[Stored data entries]

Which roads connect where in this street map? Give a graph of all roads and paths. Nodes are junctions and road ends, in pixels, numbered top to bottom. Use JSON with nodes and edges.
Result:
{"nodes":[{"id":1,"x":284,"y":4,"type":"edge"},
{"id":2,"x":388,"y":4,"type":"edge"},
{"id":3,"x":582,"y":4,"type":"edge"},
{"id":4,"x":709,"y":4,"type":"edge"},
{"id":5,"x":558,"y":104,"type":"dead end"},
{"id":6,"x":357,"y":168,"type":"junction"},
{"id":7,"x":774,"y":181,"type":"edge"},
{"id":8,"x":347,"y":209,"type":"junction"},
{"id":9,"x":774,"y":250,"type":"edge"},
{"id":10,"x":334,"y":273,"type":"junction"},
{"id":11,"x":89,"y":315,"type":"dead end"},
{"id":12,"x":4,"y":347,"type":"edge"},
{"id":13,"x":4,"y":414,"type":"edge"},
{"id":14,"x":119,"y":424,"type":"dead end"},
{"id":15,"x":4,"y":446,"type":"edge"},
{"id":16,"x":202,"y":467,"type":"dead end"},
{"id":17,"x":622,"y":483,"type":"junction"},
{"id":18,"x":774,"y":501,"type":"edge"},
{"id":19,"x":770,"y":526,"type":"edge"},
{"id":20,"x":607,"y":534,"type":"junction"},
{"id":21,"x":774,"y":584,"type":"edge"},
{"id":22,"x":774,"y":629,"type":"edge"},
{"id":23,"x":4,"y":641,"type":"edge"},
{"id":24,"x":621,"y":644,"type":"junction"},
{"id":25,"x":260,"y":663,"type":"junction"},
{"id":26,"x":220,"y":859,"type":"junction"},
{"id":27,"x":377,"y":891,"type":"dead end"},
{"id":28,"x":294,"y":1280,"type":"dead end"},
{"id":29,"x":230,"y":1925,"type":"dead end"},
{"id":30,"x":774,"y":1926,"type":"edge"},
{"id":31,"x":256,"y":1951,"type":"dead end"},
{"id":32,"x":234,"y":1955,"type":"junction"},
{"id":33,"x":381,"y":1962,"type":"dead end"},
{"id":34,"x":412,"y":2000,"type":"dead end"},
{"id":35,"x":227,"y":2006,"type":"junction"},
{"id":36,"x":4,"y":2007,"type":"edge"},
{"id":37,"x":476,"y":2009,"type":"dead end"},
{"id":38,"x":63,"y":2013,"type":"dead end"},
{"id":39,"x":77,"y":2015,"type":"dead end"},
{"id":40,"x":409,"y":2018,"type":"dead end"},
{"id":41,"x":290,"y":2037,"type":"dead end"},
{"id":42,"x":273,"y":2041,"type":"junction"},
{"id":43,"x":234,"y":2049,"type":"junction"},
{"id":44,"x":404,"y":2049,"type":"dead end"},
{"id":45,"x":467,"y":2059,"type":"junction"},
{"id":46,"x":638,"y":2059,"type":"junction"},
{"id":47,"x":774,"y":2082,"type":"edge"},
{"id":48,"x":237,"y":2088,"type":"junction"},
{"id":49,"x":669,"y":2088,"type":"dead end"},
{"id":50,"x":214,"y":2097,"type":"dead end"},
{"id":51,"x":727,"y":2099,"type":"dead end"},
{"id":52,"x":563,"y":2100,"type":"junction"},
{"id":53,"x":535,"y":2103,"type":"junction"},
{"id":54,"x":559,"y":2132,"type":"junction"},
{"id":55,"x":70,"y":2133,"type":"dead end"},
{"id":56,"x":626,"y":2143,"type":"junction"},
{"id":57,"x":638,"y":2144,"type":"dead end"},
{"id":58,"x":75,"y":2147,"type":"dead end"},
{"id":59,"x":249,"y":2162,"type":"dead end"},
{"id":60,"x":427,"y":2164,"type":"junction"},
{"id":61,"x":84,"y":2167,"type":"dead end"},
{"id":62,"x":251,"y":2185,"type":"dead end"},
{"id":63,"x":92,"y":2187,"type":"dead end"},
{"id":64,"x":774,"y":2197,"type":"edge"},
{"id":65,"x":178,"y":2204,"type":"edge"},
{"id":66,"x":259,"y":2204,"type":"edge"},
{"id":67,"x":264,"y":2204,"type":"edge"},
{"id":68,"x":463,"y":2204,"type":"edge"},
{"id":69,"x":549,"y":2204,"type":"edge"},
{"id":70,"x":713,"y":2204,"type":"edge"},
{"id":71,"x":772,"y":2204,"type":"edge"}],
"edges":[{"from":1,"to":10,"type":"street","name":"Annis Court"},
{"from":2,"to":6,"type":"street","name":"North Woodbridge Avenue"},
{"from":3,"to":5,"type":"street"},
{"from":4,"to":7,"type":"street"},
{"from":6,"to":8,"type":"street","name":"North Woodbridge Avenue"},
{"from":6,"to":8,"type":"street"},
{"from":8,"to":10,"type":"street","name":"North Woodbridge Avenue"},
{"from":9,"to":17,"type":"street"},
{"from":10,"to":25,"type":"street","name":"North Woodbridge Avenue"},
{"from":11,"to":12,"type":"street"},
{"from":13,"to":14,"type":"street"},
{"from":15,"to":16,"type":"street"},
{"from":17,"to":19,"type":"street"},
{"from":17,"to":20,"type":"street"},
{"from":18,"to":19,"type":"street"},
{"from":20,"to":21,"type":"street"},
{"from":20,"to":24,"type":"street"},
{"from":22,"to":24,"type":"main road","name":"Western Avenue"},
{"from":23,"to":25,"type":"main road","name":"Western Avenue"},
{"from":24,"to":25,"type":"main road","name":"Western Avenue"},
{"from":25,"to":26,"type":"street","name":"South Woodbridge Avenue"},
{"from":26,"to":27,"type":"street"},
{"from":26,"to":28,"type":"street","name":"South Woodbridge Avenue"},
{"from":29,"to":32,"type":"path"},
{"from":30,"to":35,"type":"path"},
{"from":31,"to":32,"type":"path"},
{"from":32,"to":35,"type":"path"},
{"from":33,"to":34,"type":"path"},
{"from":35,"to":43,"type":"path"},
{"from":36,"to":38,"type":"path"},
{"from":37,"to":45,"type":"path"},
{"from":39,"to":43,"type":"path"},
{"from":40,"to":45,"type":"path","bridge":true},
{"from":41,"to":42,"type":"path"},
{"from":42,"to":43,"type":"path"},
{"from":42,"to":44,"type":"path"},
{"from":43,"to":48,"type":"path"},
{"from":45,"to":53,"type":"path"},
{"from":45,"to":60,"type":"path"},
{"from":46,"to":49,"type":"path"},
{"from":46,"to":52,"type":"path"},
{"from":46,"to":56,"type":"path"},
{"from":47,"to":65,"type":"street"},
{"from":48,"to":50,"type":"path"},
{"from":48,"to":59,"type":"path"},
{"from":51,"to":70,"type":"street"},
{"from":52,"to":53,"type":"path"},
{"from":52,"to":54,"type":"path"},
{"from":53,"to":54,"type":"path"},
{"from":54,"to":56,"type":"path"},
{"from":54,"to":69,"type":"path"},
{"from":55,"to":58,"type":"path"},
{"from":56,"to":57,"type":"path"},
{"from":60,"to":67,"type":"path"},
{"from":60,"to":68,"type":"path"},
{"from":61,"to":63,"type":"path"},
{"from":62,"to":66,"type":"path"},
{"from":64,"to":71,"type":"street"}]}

# Required action
Every line above that holds the word "Avenue" is to be found and copied.

# Written solution
{"from":2,"to":6,"type":"street","name":"North Woodbridge Avenue"},
{"from":6,"to":8,"type":"street","name":"North Woodbridge Avenue"},
{"from":8,"to":10,"type":"street","name":"North Woodbridge Avenue"},
{"from":10,"to":25,"type":"street","name":"North Woodbridge Avenue"},
{"from":22,"to":24,"type":"main road","name":"Western Avenue"},
{"from":23,"to":25,"type":"main road","name":"Western Avenue"},
{"from":24,"to":25,"type":"main road","name":"Western Avenue"},
{"from":25,"to":26,"type":"street","name":"South Woodbridge Avenue"},
{"from":26,"to":28,"type":"street","name":"South Woodbridge Avenue"},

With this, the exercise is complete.